Below are lines of data, and only some are wanted. Please repeat exactly those from the line that has "thumb mcp: (872, 970)" through the line that has "pinky mcp: (1286, 986)".

※

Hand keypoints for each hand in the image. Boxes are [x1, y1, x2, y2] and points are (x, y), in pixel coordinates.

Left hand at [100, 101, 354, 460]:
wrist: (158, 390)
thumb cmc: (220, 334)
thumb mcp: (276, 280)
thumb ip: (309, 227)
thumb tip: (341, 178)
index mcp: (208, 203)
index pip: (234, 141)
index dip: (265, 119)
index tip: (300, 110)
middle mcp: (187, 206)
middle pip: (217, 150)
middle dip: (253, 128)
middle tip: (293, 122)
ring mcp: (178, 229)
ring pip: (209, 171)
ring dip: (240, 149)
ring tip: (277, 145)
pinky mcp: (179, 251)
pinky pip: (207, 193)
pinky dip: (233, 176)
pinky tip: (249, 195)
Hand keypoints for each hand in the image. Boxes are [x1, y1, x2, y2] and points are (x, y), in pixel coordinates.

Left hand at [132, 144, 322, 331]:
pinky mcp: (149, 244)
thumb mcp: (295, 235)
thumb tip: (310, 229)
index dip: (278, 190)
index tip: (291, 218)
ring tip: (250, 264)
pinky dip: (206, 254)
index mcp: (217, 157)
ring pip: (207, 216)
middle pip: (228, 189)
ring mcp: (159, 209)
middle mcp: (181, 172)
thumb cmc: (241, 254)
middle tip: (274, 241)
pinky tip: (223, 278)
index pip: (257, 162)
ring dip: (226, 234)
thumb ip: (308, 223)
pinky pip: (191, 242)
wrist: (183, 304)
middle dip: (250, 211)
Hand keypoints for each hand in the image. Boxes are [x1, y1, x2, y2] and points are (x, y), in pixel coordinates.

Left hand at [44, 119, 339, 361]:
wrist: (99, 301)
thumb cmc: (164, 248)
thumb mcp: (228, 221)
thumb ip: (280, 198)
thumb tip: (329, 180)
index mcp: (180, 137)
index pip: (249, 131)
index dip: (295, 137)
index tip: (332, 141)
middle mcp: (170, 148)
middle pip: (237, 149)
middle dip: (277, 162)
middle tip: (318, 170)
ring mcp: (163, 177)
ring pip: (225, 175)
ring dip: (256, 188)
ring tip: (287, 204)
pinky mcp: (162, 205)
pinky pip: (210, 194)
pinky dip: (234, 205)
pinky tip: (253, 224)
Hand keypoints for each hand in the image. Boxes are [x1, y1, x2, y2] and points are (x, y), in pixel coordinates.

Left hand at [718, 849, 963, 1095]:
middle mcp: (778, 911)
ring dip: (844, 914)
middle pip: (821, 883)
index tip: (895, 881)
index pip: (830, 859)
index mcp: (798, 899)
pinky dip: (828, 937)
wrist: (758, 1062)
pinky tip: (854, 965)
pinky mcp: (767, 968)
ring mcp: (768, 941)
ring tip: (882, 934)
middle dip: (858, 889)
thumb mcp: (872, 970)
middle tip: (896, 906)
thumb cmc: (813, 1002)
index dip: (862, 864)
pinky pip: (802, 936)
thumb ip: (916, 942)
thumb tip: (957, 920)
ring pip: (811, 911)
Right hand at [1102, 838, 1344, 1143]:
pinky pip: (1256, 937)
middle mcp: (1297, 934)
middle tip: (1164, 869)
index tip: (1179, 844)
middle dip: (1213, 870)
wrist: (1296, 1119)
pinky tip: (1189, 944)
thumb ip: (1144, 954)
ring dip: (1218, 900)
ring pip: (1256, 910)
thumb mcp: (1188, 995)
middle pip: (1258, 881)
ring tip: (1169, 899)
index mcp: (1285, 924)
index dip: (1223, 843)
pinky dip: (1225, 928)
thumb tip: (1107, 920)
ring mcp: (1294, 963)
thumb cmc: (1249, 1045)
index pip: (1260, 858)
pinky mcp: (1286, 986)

※

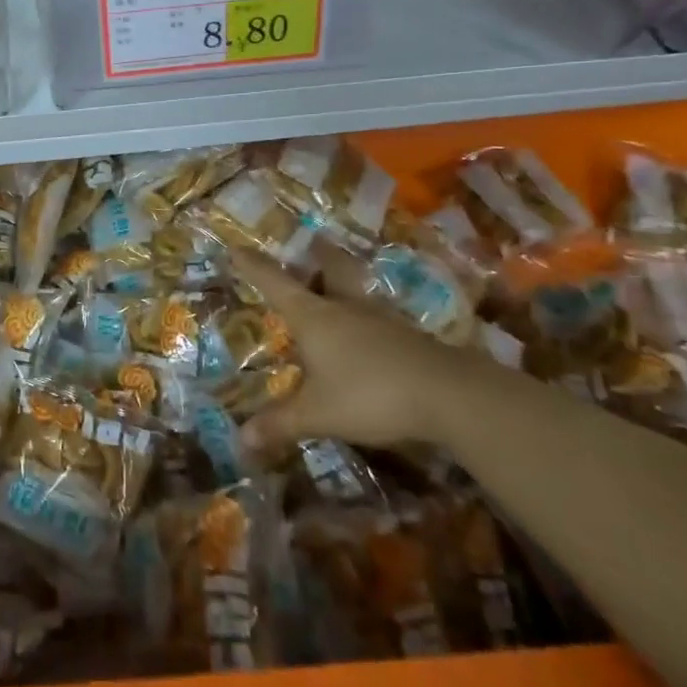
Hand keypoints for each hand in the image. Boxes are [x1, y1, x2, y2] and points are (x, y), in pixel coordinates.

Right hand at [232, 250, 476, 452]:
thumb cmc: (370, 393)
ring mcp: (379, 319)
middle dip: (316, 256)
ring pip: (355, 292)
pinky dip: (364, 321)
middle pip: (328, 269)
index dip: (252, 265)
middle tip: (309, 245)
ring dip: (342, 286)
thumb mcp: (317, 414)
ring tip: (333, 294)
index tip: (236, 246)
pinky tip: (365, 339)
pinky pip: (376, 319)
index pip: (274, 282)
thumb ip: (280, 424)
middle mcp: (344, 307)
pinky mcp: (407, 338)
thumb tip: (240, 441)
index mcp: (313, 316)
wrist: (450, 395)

※

Response>
thumb mcp: (872, 970)
middle tip: (896, 906)
thumb cmc: (813, 1002)
index dip: (862, 864)
pinky pip: (802, 936)
thumb ip: (916, 942)
thumb tip: (957, 920)
ring pip: (811, 911)
Right hand at [1102, 838, 1344, 1143]:
pinky pip: (1256, 937)
middle mcp: (1297, 934)
middle tip: (1164, 869)
index tip: (1179, 844)
middle dip: (1213, 870)
wrist: (1296, 1119)
pinky tip: (1189, 944)
thumb ip: (1144, 954)
ring dip: (1218, 900)
ring pip: (1256, 910)
thumb mcp: (1188, 995)
middle pip: (1258, 881)
ring tip: (1169, 899)
index mcp: (1285, 924)
index dip: (1223, 843)
pinky dip: (1225, 928)
thumb tip: (1107, 920)
ring mcp: (1294, 963)
thumb cmc: (1249, 1045)
index pip: (1260, 858)
pinky mcp: (1286, 986)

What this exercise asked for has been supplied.